Here we continue our series of BPF blog entries by looking at Oracle Linux specifically, and describing how it facilitates BPF use and development.
BPF - a means of observing or changing Linux kernel system behaviour using programs that are verified to be safe and then injected into the kernel - has become a key technology in Linux. The Oracle Linux team work on finding ways to facilitate BPF - trying to make life easier both for developers who want to write BPF programs, and for users who want to use the BPF-based tools they build. We also add kernel features to improve BPF, often as a result of interacting with internal/external teams using BPF and hitting roadblocks. Because BPF is such a fast-moving technology, and because it relies both on kernel features to enable various BPF behaviours and user-space tools to build BPF programs, observe them and so on, it is important to make sure that the overall experience is smooth.
The Oracle Linux team have focused on a few different aspects of this:
Note that latest package versions are correct at time of writing, but will change over time.
The following BPF-related options are set for our Oracle Linux UEK7 kernel release - it a 5.15 LTS-based kernel.
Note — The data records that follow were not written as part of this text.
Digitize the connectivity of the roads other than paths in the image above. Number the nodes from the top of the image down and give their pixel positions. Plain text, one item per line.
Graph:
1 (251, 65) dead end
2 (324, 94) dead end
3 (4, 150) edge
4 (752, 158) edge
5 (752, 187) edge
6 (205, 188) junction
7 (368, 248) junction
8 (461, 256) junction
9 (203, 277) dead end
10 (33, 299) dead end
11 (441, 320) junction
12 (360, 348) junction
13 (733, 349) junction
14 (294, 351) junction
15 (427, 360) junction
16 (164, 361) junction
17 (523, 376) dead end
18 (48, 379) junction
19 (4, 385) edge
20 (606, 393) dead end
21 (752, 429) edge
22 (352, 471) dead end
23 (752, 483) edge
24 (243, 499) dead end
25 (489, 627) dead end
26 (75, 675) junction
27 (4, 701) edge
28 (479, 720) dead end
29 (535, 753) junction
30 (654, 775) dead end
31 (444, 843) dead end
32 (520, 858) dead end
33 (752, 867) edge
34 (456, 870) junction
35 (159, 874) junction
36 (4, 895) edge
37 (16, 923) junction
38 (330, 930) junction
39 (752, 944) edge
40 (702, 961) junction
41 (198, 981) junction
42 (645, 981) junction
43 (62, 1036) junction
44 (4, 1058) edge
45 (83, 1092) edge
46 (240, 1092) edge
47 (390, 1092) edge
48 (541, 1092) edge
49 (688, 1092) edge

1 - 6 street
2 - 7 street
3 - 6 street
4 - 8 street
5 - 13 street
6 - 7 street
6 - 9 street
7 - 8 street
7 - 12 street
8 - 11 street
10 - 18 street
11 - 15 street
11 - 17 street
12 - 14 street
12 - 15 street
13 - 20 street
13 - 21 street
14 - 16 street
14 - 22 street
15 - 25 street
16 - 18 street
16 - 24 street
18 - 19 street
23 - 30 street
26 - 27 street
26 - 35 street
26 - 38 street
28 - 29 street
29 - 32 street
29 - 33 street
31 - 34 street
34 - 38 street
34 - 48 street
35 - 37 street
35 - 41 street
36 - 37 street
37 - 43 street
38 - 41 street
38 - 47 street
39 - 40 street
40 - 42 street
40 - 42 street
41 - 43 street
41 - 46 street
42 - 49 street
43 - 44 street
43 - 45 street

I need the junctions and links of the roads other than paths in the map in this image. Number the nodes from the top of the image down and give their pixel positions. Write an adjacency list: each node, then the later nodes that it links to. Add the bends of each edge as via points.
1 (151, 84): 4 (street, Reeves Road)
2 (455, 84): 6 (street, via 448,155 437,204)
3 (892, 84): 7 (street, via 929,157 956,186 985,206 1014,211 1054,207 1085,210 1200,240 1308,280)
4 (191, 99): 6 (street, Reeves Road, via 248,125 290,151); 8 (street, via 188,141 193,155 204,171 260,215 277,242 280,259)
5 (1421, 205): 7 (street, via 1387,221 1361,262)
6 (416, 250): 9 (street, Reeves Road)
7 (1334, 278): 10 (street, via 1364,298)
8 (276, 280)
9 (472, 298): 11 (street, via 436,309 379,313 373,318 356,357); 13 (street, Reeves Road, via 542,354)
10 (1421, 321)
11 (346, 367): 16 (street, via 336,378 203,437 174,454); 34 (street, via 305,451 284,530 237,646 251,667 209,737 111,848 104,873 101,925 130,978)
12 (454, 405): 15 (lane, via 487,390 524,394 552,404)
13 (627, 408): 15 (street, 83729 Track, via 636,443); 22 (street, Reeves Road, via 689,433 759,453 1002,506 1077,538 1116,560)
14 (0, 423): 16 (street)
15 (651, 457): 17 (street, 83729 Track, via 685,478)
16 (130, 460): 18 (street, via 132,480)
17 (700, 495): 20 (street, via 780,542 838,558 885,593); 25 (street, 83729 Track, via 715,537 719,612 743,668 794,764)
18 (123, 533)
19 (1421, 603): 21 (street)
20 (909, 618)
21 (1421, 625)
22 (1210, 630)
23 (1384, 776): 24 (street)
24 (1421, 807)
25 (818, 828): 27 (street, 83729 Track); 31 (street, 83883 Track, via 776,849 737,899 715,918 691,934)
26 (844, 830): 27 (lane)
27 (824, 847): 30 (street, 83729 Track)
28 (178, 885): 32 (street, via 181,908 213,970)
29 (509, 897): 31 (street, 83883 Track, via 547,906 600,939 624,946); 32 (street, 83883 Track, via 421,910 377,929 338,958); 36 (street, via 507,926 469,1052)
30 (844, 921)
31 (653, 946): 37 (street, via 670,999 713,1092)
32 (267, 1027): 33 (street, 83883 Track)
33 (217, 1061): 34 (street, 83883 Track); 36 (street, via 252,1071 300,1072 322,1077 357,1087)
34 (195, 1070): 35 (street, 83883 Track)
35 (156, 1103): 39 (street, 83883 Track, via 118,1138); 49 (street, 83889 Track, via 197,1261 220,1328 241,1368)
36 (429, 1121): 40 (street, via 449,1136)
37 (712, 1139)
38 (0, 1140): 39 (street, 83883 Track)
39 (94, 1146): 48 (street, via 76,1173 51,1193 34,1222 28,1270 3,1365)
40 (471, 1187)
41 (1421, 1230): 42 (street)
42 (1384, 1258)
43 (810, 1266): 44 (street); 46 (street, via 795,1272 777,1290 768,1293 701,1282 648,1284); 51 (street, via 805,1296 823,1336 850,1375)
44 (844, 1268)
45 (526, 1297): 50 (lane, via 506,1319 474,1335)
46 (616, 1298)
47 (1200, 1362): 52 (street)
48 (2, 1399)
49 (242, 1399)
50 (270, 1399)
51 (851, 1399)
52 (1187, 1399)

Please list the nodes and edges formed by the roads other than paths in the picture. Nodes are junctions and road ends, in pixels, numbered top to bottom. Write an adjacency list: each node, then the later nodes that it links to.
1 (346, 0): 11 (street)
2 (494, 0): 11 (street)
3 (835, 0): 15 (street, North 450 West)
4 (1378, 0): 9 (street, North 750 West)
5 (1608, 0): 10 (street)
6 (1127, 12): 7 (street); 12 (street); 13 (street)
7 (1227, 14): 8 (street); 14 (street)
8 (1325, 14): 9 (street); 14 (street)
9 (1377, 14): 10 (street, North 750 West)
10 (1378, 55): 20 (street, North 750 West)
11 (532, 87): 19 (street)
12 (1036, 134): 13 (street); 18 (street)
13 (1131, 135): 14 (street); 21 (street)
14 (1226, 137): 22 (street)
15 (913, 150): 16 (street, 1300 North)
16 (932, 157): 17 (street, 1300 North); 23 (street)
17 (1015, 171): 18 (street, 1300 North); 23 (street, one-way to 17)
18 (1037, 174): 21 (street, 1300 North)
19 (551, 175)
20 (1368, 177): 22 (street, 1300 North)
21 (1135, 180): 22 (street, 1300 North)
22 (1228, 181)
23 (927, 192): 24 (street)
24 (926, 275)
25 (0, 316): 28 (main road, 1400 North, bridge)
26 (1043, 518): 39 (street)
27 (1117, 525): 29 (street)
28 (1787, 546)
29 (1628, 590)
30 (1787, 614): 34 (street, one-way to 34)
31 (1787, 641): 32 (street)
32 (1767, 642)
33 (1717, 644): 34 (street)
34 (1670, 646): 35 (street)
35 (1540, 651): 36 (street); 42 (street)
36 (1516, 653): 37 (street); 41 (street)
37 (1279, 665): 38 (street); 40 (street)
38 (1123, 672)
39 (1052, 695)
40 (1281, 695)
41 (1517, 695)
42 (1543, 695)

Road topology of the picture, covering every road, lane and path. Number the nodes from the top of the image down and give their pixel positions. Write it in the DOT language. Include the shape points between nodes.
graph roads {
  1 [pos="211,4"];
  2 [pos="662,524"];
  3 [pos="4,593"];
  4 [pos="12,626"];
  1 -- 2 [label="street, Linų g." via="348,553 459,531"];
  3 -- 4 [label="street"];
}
CONFIG_BPF=y CONFIG_HAVE_EBPF_JIT=y CONFIG_BPF_SYSCALL=y CONFIG_BPF_JIT=y CONFIG_BPF_JIT_ALWAYS_ON=y CONFIG_BPF_JIT_DEFAULT_ON=y CONFIG_BPF_UNPRIV_DEFAULT_OFF=y CONFIG_BPF_LSM=y CONFIG_CGROUP_BPF=y CONFIG_NETFILTER_XT_MATCH_BPF=m CONFIG_NET_CLS_BPF=m CONFIG_NET_ACT_BPF=m CONFIG_BPF_STREAM_PARSER=y CONFIG_LWTUNNEL_BPF=y CONFIG_BPF_EVENTS=y CONFIG_BPF_KPROBE_OVERRIDE=y CONFIG_DEBUG_INFO_BTF=y (see below for more)
For debug kernels, the following additional option is set (to help run BPF selftests):
CONFIG_TEST_BPF=m
Firstly, a key enabler for BPF users is having kernel BPF Type Format information. This information is really important for many of the aspects of BPF, most critically BPF tracing programs and Compile Once - Run Everywhere (CO-RE). BTF provides descriptions of types, functions and kernel variables which play critical roles in tracing, verification etc.
If you want to do this for your kernel build, you need to specify CONFIG_DEBUG_INFO_BTF=y and make sure the build process has access to a recent version of pahole
(available from the dwarves package built from https://github.com/acmel/dwarves).
BPF tracing uses BTF descriptions of functions and types to allow us to instrument code meaningfully, and Compile Once - Run Everywhere is enabled because the info about types allows a pre-compiled BPF program to run on multiple kernel versions. Data structure offsets and the like are adjusted to fit the running kernel using information gathered from BTF, in a relocation process that is driven by libbpf.
We are providing BPF Type Format information for both core kernel and modules for the UEK7 (v5.15-based) kernel and for more recent updates of the UEK6U3 (5.4-based) kernel.
BTF availability can be easily checked on a running system; check what is in /sys/kernel/btf:
If you are compiling an out-of-tree module against one of these BTF-capable kernels, you may wish to include module BTF that describes the module data structure, functions, etc. Doing this is valuable as it allows BPF observability tools which rely on BTF to work on the module.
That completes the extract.